Doctor using digital tablet to talk to senior man
Getty Images/Ariel Skelley

The primary symptom of prostate enlargement, whether it is benign or malignant, is difficulty urinating. It may be difficult to initiate urination, or urination may occur as a series of stops and starts. For some, it is difficult to completely empty the bladder, a condition known as urinary retention.

If urination stops completely, or urinary retention is severe, kidney damage can result. Bladder stones can also form, also caused by urinary retention. For some men, blood may be present in the urine. If blood is present, it is important to see a doctor, as there are multiple causes for blood in the urine and it may not be caused by the prostate.

Dribbling at the end of urination is not uncommon, and the need to strain to increase the flow of urine may also be present. Some men note that the urine comes out in a weaker stream than they may have noted previously, or experience burning when they are able to urinate. Pain with ejaculation may also noted with prostatic enlargement.

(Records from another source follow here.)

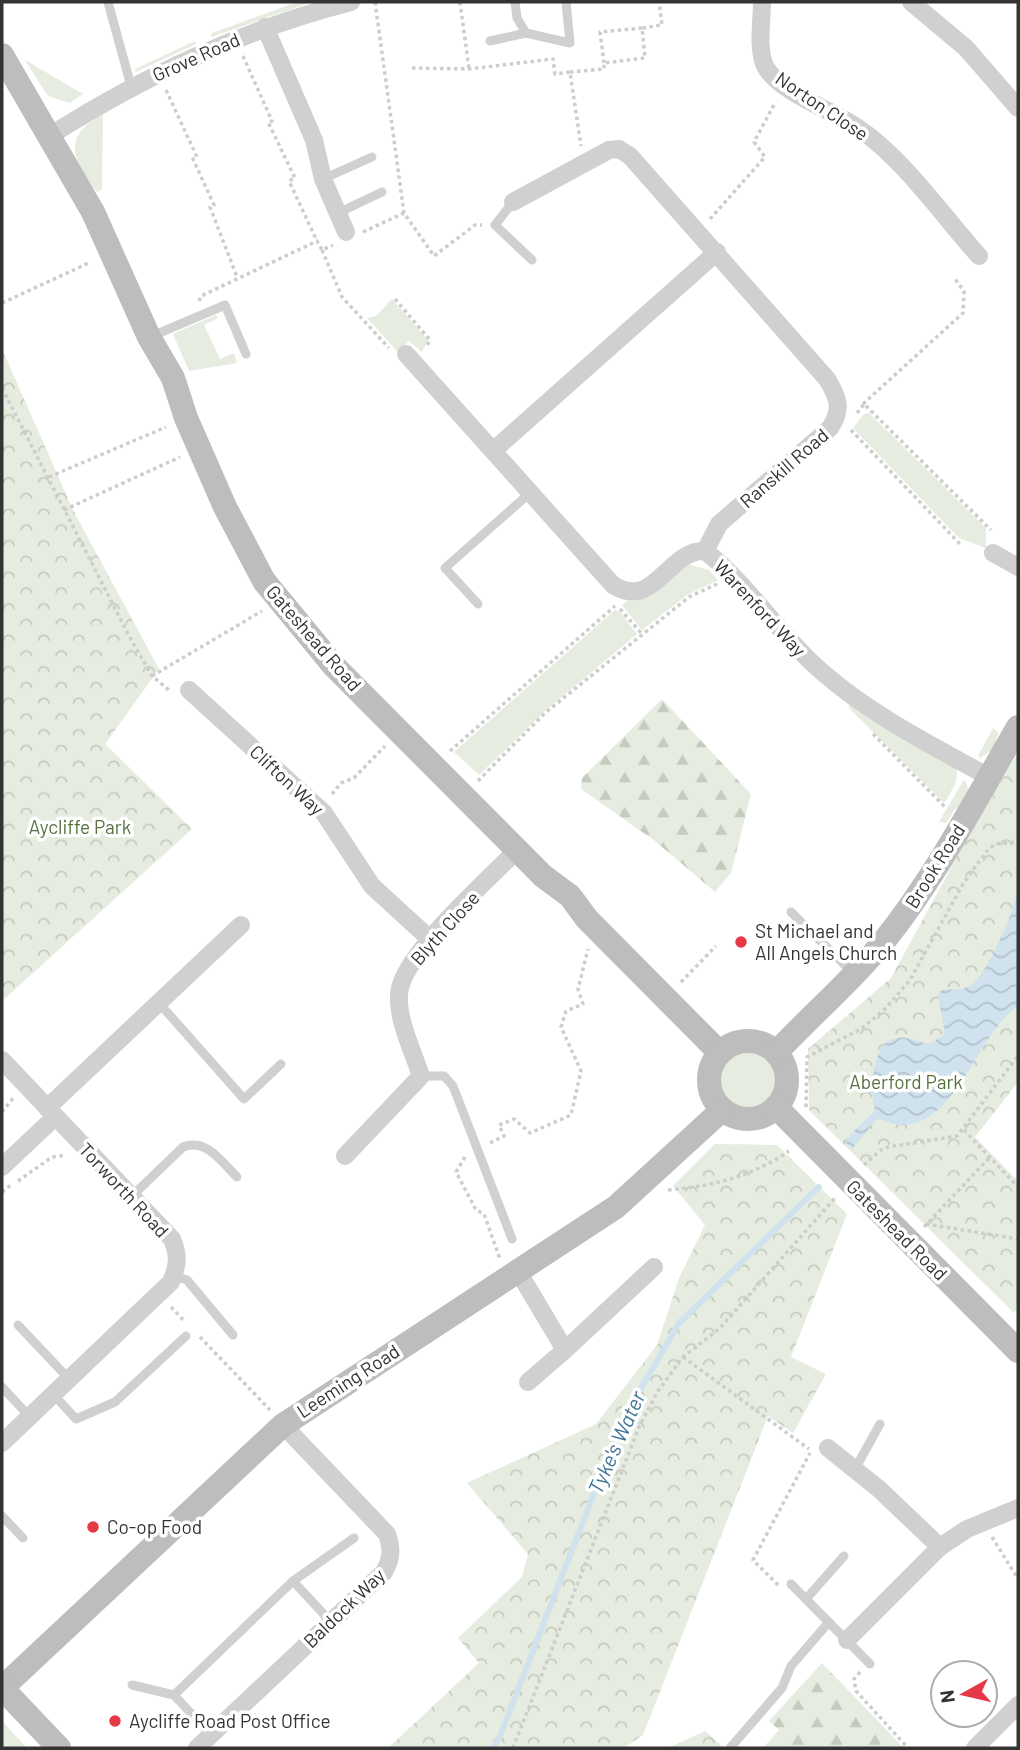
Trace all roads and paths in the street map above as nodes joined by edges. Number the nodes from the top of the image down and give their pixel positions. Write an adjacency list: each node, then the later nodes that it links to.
1 (108, 2): 21 (lane)
2 (351, 2): 10 (street, Grove Road)
3 (375, 2): 31 (path)
4 (460, 2): 18 (path)
5 (515, 2): 12 (lane)
6 (566, 2): 12 (lane)
7 (659, 2): 11 (path)
8 (762, 2): 22 (street, Norton Close)
9 (911, 2): 23 (street)
10 (265, 27): 13 (street, Grove Road); 27 (street)
11 (642, 27): 16 (path); 16 (path)
12 (526, 33): 14 (lane)
13 (236, 38): 19 (street, Grove Road); 35 (path)
14 (491, 41)
15 (2, 55): 24 (street, Gateshead Road)
16 (604, 63): 20 (path)
17 (412, 68): 18 (path)
18 (470, 69): 20 (path)
19 (157, 72): 21 (street, Grove Road); 41 (path)
20 (570, 72): 26 (path)
21 (131, 86): 24 (street, Grove Road)
22 (784, 86): 33 (path); 39 (street, Norton Close)
23 (1018, 108)
24 (51, 135): 38 (street, Gateshead Road)
25 (372, 157): 27 (lane)
26 (583, 162): 29 (street); 33 (street, Ranskill Road)
27 (323, 179): 30 (street)
28 (382, 192): 30 (lane)
29 (513, 202): 32 (lane)
30 (338, 213): 34 (street)
31 (404, 213): 32 (path); 34 (path)
32 (495, 225): 40 (lane)
33 (699, 231): 37 (street, Ranskill Road)
34 (349, 236): 36 (path)
35 (317, 241): 36 (path); 41 (path)
36 (322, 250): 48 (path)
37 (717, 252): 50 (street, Ranskill Road); 56 (street)
38 (112, 253): 44 (path); 46 (street, Gateshead Road)
39 (979, 256)
40 (532, 260)
41 (237, 277): 45 (path)
42 (955, 279): 51 (path)
43 (395, 299): 48 (path)
44 (2, 303)
45 (197, 306)
46 (149, 337): 47 (lane); 53 (street, Gateshead Road)
47 (246, 354)
48 (411, 359): 56 (street)
49 (2, 388): 57 (path)
50 (839, 404): 51 (path); 62 (street, Ranskill Road)
51 (864, 404): 52 (path); 60 (path)
52 (856, 415)
53 (186, 418): 55 (street, Gateshead Road); 57 (path)
54 (847, 426): 61 (path)
55 (200, 448): 59 (path); 67 (street, Gateshead Road)
56 (494, 450): 58 (street)
57 (49, 477): 59 (path)
58 (531, 492): 66 (street); 68 (lane)
59 (64, 510): 67 (path)
60 (991, 530)
61 (961, 545)
62 (705, 551): 65 (street, Warenford Way); 66 (street, Warenford Way)
63 (993, 552): 64 (street)
64 (1018, 567)
65 (731, 577): 69 (path); 75 (street, Warenford Way)
66 (619, 598): 69 (path); 74 (path)
67 (282, 600): 72 (street, Gateshead Road)
68 (478, 604)
69 (642, 634): 76 (path)
70 (189, 690): 78 (street, Clifton Way)
71 (1018, 727): 75 (street, Brook Road)
72 (399, 732): 74 (street, Gateshead Road); 78 (path)
73 (872, 733): 77 (path)
74 (433, 767): 76 (street, Gateshead Road)
75 (989, 777): 86 (street, Brook Road)
76 (463, 796): 80 (street, Gateshead Road)
77 (944, 807)
78 (319, 808): 83 (street, Clifton Way)
79 (1018, 842): 98 (path)
80 (518, 849): 83 (street, Blyth Close); 89 (street, Gateshead Road)
81 (791, 912): 86 (lane)
82 (242, 925): 88 (street)
83 (431, 940): 94 (street, Blyth Close)
84 (716, 946): 87 (path)
85 (588, 949): 100 (path)
86 (854, 975): 90 (street, Brook Road)
87 (680, 983)
88 (159, 1003): 93 (lane); 97 (street)
89 (720, 1053): 90 (street); 96 (street)
90 (776, 1053): 95 (street)
91 (1018, 1056): 99 (path)
92 (2, 1060): 97 (street, Torworth Road)
93 (281, 1064)
94 (421, 1076): 100 (lane); 103 (street)
95 (776, 1107): 96 (street); 124 (street, Gateshead Road)
96 (722, 1110): 117 (street, Leeming Road)
97 (51, 1112): 102 (street, Torworth Road); 105 (street)
98 (806, 1112)
99 (964, 1130): 104 (path); 106 (path)
100 (477, 1149): 113 (lane); 117 (path)
101 (789, 1151): 109 (path)
102 (88, 1152): 110 (path); 111 (street, Torworth Road)
103 (345, 1156)
104 (990, 1157): 108 (path); 114 (path)
105 (2, 1167)
106 (863, 1167)
107 (237, 1177): 111 (lane)
108 (1018, 1187)
109 (666, 1190)
110 (2, 1192)
111 (131, 1196): 116 (street, Torworth Road)
112 (836, 1196): 126 (path)
113 (512, 1239)
114 (1018, 1239)
115 (654, 1267): 125 (street)
116 (174, 1276): 118 (street); 122 (lane)
117 (513, 1277): 125 (street); 133 (street, Leeming Road)
118 (159, 1294): 119 (path); 127 (street)
119 (188, 1324)
120 (18, 1325): 127 (lane)
121 (197, 1334): 133 (path)
122 (233, 1335)
123 (186, 1336): 130 (lane)
124 (1016, 1344)
125 (565, 1350): 128 (street)
126 (683, 1356): 146 (path); 159 (path)
127 (69, 1378): 130 (street)
128 (528, 1382)
129 (2, 1387): 131 (lane)
130 (53, 1394): 131 (street)
131 (30, 1416): 134 (street)
132 (880, 1424): 136 (lane)
133 (283, 1425): 148 (street, Baldock Way); 153 (street, Leeming Road)
134 (2, 1443)
135 (828, 1448): 136 (street)
136 (855, 1469): 142 (street)
137 (1018, 1508): 139 (street)
138 (2, 1516): 140 (lane)
139 (983, 1523): 142 (street); 144 (path)
140 (23, 1538)
141 (354, 1538): 145 (lane)
142 (940, 1547): 150 (street)
143 (844, 1556): 147 (lane)
144 (1018, 1579)
145 (293, 1581): 148 (lane); 154 (lane)
146 (791, 1584): 147 (lane)
147 (806, 1599): 149 (lane)
148 (331, 1622): 156 (street, Baldock Way)
149 (829, 1622): 150 (lane); 160 (lane)
150 (847, 1640): 151 (lane)
151 (870, 1664): 161 (path)
152 (132, 1685): 154 (lane)
153 (2, 1688): 157 (street)
154 (174, 1695): 156 (lane)
155 (1018, 1705): 162 (street)
156 (211, 1735): 158 (street, Baldock Way)
157 (59, 1748)
158 (197, 1748)
159 (513, 1748)
160 (730, 1748)
161 (908, 1748)
162 (975, 1748)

While there are many symptoms associated with enlargement of the prostate, some men do not experience any problems or may report very minor issues. A lack of urinary symptoms does not mean that the prostate is of normal size.

Talk to Your Doctor

It is important to report difficulty urinating to your physician and to report to the doctor’s office or emergency room if urination is not possible or too minimal to relieve bladder pressure. A physician's exam is far more accurate in detecting prostate issues than waiting for symptoms, which may or may not be present. Only further testing can determine if the prostate issue is non-cancerous, such as Benign Prostatic Hyperplasia (BPH) or caused by prostate cancer.